[[ Data to process open ]]
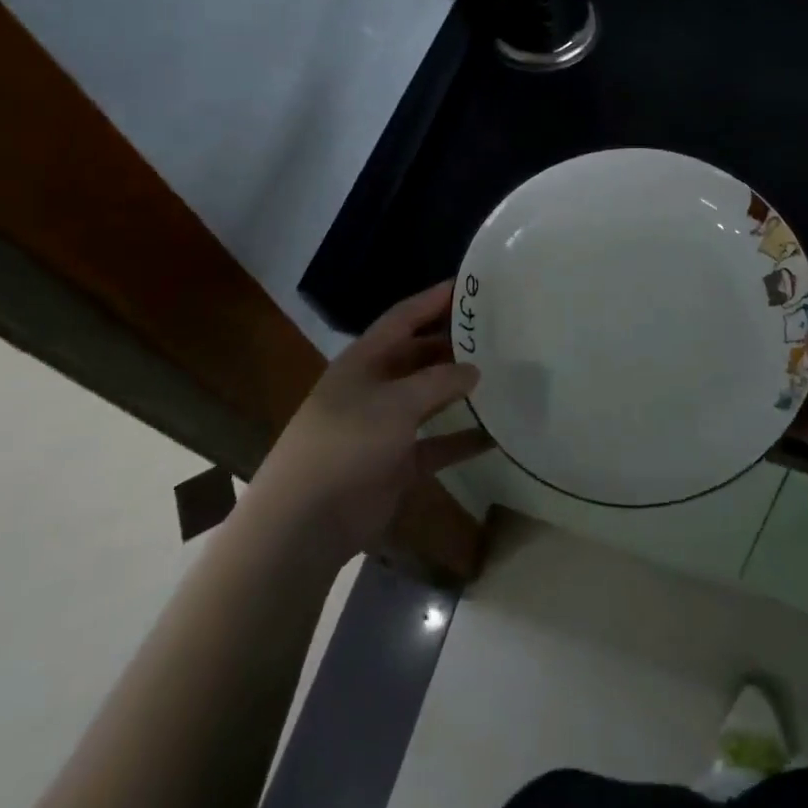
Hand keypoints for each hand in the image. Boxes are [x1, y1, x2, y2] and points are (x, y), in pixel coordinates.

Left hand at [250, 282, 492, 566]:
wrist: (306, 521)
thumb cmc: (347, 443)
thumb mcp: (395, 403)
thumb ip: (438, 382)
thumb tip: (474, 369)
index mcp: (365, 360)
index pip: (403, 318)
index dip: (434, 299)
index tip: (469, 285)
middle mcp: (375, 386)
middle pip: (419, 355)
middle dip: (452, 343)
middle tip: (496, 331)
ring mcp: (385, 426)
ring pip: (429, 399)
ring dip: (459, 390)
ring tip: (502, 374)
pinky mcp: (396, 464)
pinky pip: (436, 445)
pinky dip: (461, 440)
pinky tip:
[[ Data to process closed ]]
Try it:
Keep every word of the records and none of the pictures when you print them again.

Solution:
Hand keypoints for each hand in the image. Boxes are [x1, y1, x2, y2] and points are (x, y), in pixel coordinates.

Left hand at [250, 282, 492, 566]:
wrist: (306, 521)
thumb cmc: (347, 443)
thumb mcp: (395, 403)
thumb ip: (438, 382)
thumb tip: (474, 369)
index mcp: (365, 360)
index pip: (403, 318)
index dip: (434, 299)
index tip: (469, 285)
middle mcp: (375, 386)
middle pip: (419, 355)
middle dip: (452, 343)
middle tip: (496, 331)
ring mcp: (385, 426)
ring pip: (429, 399)
ring dip: (459, 390)
ring tip: (502, 374)
pinky mcp: (396, 464)
pinky pip: (436, 445)
pinky dip: (461, 440)
pinky tip:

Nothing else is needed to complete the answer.